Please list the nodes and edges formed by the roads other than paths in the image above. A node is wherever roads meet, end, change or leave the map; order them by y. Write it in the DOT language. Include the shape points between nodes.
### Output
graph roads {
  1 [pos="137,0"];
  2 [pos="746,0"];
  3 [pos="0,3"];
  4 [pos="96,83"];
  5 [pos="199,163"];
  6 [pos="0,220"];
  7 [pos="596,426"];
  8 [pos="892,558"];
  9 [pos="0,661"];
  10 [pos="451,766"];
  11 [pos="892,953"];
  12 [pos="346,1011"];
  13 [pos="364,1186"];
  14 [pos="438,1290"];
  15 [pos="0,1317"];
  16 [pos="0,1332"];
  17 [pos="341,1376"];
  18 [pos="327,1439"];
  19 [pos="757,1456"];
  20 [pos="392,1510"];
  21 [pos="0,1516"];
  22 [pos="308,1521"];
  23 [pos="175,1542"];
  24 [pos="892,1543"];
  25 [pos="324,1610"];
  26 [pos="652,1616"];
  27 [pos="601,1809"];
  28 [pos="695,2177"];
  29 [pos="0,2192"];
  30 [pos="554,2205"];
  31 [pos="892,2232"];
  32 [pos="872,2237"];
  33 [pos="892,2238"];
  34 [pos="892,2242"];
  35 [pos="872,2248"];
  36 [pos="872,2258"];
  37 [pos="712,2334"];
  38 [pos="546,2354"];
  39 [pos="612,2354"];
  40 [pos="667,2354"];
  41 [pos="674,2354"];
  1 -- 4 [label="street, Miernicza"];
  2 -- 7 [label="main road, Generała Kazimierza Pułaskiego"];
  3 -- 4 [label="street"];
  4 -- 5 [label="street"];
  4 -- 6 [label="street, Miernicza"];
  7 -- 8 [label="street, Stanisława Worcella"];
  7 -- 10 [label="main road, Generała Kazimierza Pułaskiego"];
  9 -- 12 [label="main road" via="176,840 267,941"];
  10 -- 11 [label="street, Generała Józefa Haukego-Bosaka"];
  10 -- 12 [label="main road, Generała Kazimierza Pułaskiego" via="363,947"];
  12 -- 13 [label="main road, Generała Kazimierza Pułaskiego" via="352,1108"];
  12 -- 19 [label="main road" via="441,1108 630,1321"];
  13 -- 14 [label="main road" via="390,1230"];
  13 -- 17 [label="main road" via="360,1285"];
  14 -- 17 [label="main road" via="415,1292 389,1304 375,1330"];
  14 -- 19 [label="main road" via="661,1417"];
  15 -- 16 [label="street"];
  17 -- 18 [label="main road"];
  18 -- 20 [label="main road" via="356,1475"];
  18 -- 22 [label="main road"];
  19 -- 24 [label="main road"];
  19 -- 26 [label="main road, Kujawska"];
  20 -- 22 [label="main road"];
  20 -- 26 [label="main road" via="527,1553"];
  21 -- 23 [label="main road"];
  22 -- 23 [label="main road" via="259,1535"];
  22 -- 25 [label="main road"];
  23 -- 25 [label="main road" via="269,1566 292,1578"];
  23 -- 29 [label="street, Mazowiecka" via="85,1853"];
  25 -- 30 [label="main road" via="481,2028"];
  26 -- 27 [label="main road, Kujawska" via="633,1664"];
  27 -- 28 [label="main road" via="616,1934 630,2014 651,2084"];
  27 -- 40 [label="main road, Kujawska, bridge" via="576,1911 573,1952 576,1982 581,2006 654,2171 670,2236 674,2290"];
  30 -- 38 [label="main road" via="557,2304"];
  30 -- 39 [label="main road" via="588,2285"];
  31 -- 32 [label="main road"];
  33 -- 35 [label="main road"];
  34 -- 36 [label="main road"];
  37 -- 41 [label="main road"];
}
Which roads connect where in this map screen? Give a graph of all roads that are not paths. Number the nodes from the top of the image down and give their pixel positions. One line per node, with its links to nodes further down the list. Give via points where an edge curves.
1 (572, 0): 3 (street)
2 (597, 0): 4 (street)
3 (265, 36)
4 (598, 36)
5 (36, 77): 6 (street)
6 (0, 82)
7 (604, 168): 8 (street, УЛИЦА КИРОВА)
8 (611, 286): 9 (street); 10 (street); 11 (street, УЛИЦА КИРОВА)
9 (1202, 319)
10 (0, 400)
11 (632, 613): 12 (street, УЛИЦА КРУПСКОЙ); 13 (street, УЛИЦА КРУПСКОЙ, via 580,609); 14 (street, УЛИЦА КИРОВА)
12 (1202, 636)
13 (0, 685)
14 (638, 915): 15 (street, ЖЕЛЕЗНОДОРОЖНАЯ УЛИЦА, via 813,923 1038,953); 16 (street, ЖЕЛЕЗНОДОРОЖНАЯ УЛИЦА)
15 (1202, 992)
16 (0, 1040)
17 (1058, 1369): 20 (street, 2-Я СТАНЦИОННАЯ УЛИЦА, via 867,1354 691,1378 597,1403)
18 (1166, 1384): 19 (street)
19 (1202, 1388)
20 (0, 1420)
^^^^^^^^
- Required action -
Go through the records and set each one down again, unchanged.

- Answer box -
Please list the nodes and edges formed by the roads other than paths in the image above. A node is wherever roads meet, end, change or leave the map; order them by y. Write it in the DOT language. Include the shape points between nodes.
### Output
graph roads {
  1 [pos="137,0"];
  2 [pos="746,0"];
  3 [pos="0,3"];
  4 [pos="96,83"];
  5 [pos="199,163"];
  6 [pos="0,220"];
  7 [pos="596,426"];
  8 [pos="892,558"];
  9 [pos="0,661"];
  10 [pos="451,766"];
  11 [pos="892,953"];
  12 [pos="346,1011"];
  13 [pos="364,1186"];
  14 [pos="438,1290"];
  15 [pos="0,1317"];
  16 [pos="0,1332"];
  17 [pos="341,1376"];
  18 [pos="327,1439"];
  19 [pos="757,1456"];
  20 [pos="392,1510"];
  21 [pos="0,1516"];
  22 [pos="308,1521"];
  23 [pos="175,1542"];
  24 [pos="892,1543"];
  25 [pos="324,1610"];
  26 [pos="652,1616"];
  27 [pos="601,1809"];
  28 [pos="695,2177"];
  29 [pos="0,2192"];
  30 [pos="554,2205"];
  31 [pos="892,2232"];
  32 [pos="872,2237"];
  33 [pos="892,2238"];
  34 [pos="892,2242"];
  35 [pos="872,2248"];
  36 [pos="872,2258"];
  37 [pos="712,2334"];
  38 [pos="546,2354"];
  39 [pos="612,2354"];
  40 [pos="667,2354"];
  41 [pos="674,2354"];
  1 -- 4 [label="street, Miernicza"];
  2 -- 7 [label="main road, Generała Kazimierza Pułaskiego"];
  3 -- 4 [label="street"];
  4 -- 5 [label="street"];
  4 -- 6 [label="street, Miernicza"];
  7 -- 8 [label="street, Stanisława Worcella"];
  7 -- 10 [label="main road, Generała Kazimierza Pułaskiego"];
  9 -- 12 [label="main road" via="176,840 267,941"];
  10 -- 11 [label="street, Generała Józefa Haukego-Bosaka"];
  10 -- 12 [label="main road, Generała Kazimierza Pułaskiego" via="363,947"];
  12 -- 13 [label="main road, Generała Kazimierza Pułaskiego" via="352,1108"];
  12 -- 19 [label="main road" via="441,1108 630,1321"];
  13 -- 14 [label="main road" via="390,1230"];
  13 -- 17 [label="main road" via="360,1285"];
  14 -- 17 [label="main road" via="415,1292 389,1304 375,1330"];
  14 -- 19 [label="main road" via="661,1417"];
  15 -- 16 [label="street"];
  17 -- 18 [label="main road"];
  18 -- 20 [label="main road" via="356,1475"];
  18 -- 22 [label="main road"];
  19 -- 24 [label="main road"];
  19 -- 26 [label="main road, Kujawska"];
  20 -- 22 [label="main road"];
  20 -- 26 [label="main road" via="527,1553"];
  21 -- 23 [label="main road"];
  22 -- 23 [label="main road" via="259,1535"];
  22 -- 25 [label="main road"];
  23 -- 25 [label="main road" via="269,1566 292,1578"];
  23 -- 29 [label="street, Mazowiecka" via="85,1853"];
  25 -- 30 [label="main road" via="481,2028"];
  26 -- 27 [label="main road, Kujawska" via="633,1664"];
  27 -- 28 [label="main road" via="616,1934 630,2014 651,2084"];
  27 -- 40 [label="main road, Kujawska, bridge" via="576,1911 573,1952 576,1982 581,2006 654,2171 670,2236 674,2290"];
  30 -- 38 [label="main road" via="557,2304"];
  30 -- 39 [label="main road" via="588,2285"];
  31 -- 32 [label="main road"];
  33 -- 35 [label="main road"];
  34 -- 36 [label="main road"];
  37 -- 41 [label="main road"];
}
Which roads connect where in this map screen? Give a graph of all roads that are not paths. Number the nodes from the top of the image down and give their pixel positions. One line per node, with its links to nodes further down the list. Give via points where an edge curves.
1 (572, 0): 3 (street)
2 (597, 0): 4 (street)
3 (265, 36)
4 (598, 36)
5 (36, 77): 6 (street)
6 (0, 82)
7 (604, 168): 8 (street, УЛИЦА КИРОВА)
8 (611, 286): 9 (street); 10 (street); 11 (street, УЛИЦА КИРОВА)
9 (1202, 319)
10 (0, 400)
11 (632, 613): 12 (street, УЛИЦА КРУПСКОЙ); 13 (street, УЛИЦА КРУПСКОЙ, via 580,609); 14 (street, УЛИЦА КИРОВА)
12 (1202, 636)
13 (0, 685)
14 (638, 915): 15 (street, ЖЕЛЕЗНОДОРОЖНАЯ УЛИЦА, via 813,923 1038,953); 16 (street, ЖЕЛЕЗНОДОРОЖНАЯ УЛИЦА)
15 (1202, 992)
16 (0, 1040)
17 (1058, 1369): 20 (street, 2-Я СТАНЦИОННАЯ УЛИЦА, via 867,1354 691,1378 597,1403)
18 (1166, 1384): 19 (street)
19 (1202, 1388)
20 (0, 1420)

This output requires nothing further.